---------- Input for this task ----------

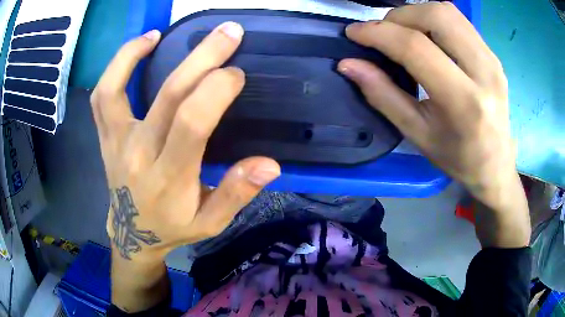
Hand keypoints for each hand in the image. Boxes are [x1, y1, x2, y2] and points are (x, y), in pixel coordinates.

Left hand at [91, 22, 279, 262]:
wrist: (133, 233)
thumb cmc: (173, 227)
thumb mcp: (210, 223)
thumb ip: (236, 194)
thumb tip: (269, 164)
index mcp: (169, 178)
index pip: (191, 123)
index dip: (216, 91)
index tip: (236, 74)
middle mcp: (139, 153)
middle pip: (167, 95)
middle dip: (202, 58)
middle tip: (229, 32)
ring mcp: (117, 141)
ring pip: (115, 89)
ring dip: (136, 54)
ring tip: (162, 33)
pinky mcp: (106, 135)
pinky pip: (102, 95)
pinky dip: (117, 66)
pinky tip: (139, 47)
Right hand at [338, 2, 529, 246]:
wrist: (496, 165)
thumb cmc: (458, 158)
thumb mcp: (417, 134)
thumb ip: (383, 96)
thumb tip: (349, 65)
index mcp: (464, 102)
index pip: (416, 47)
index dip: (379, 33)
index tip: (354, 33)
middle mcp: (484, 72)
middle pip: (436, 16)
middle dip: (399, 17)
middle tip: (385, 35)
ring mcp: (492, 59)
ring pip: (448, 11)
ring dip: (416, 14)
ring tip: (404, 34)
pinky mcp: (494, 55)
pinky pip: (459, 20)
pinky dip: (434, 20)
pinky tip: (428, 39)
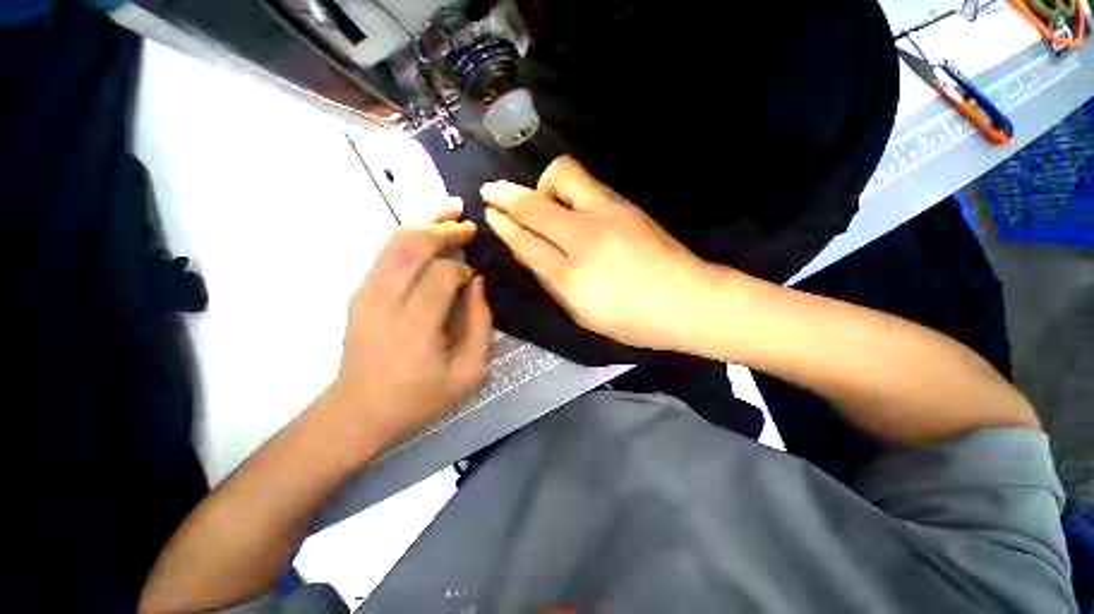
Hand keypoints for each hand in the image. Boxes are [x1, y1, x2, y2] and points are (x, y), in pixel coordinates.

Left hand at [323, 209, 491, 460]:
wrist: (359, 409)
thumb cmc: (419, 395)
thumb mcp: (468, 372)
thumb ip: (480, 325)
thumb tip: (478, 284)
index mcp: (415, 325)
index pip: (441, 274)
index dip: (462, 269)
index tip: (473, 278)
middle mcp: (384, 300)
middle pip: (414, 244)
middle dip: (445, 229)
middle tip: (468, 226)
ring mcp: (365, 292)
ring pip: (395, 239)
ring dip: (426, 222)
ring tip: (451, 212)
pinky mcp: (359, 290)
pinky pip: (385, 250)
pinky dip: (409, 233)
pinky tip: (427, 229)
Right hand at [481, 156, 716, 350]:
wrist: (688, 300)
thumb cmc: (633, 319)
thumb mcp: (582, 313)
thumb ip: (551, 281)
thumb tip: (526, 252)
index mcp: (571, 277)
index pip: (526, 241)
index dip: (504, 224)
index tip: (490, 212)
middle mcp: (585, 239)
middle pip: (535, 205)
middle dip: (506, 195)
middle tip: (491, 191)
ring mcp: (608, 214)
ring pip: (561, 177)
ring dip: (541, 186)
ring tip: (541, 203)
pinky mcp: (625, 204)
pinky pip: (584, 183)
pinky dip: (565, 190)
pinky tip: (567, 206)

----------

Activity. Could the data above be returned in full, exactly, with every image left out?

The answer.
Hand keypoints for each hand in the image. Boxes are [x1, y1, x2, y2] and points are (x, y), in pixel coordinates.

Left hand at [91, 22, 279, 262]:
wrist: (133, 233)
thumb cmc: (173, 227)
thumb mcp: (210, 223)
thumb ip: (236, 194)
thumb tip: (269, 164)
index mcp: (169, 178)
index pip: (191, 123)
index dip: (216, 91)
index tip: (236, 74)
middle mcp: (139, 153)
middle pip: (167, 95)
middle dip: (202, 58)
middle tip: (229, 32)
ring mcp: (117, 141)
ring pip: (115, 89)
ring dip: (136, 54)
ring tip: (162, 33)
pinky mcp: (106, 135)
pinky pip: (102, 95)
pinky dip: (117, 66)
pinky tip: (139, 47)
Right hand at [338, 2, 529, 246]:
wrist: (496, 165)
thumb cmc: (458, 158)
thumb mcp: (417, 134)
thumb ip: (383, 96)
thumb tip: (349, 65)
index mcp: (464, 102)
index pip: (416, 47)
index dip: (379, 33)
index tip: (354, 33)
middle mcp: (484, 72)
middle pip: (436, 16)
middle dip: (399, 17)
middle tip: (385, 35)
ring mcp: (492, 59)
ring pip: (448, 11)
ring dip: (416, 14)
ring tip: (404, 34)
pinky mcp: (494, 55)
pinky pip: (459, 20)
pinky dip: (434, 20)
pinky tip: (428, 39)
Hand keypoints for each hand in the image. Boxes are [x1, y1, x2, y2] and points are (x, y), in pixel coordinates.

Left hand at [323, 209, 491, 460]:
wrist: (359, 409)
thumb cmc: (419, 395)
thumb mcp: (468, 372)
thumb ip: (480, 325)
thumb tip: (478, 284)
index mcp: (415, 325)
index pip: (441, 274)
index dip: (462, 269)
index tip: (473, 278)
middle mcp: (384, 300)
middle pip: (414, 244)
middle dip: (445, 229)
middle tip: (468, 226)
ring mcp: (365, 292)
ring pip: (395, 239)
ring dip: (426, 222)
ring tip: (451, 212)
pinky mcp: (359, 290)
pinky pip: (385, 250)
pinky dip: (409, 233)
pinky tip: (427, 229)
Right hand at [481, 156, 716, 350]:
wrist: (688, 300)
thumb cmc: (633, 319)
thumb mcp: (582, 313)
thumb ip: (551, 281)
thumb tip: (526, 252)
index mcp: (571, 277)
index pip: (526, 241)
index dip: (504, 224)
index tip: (490, 212)
middle mcp: (585, 239)
middle pip: (535, 205)
middle dip: (506, 195)
middle tip: (491, 191)
ring mcp: (608, 214)
ring pip: (561, 177)
ring dip: (541, 186)
ring tip: (541, 203)
pinky mcp: (625, 204)
pinky pip: (584, 183)
pinky dip: (565, 190)
pinky tip: (567, 206)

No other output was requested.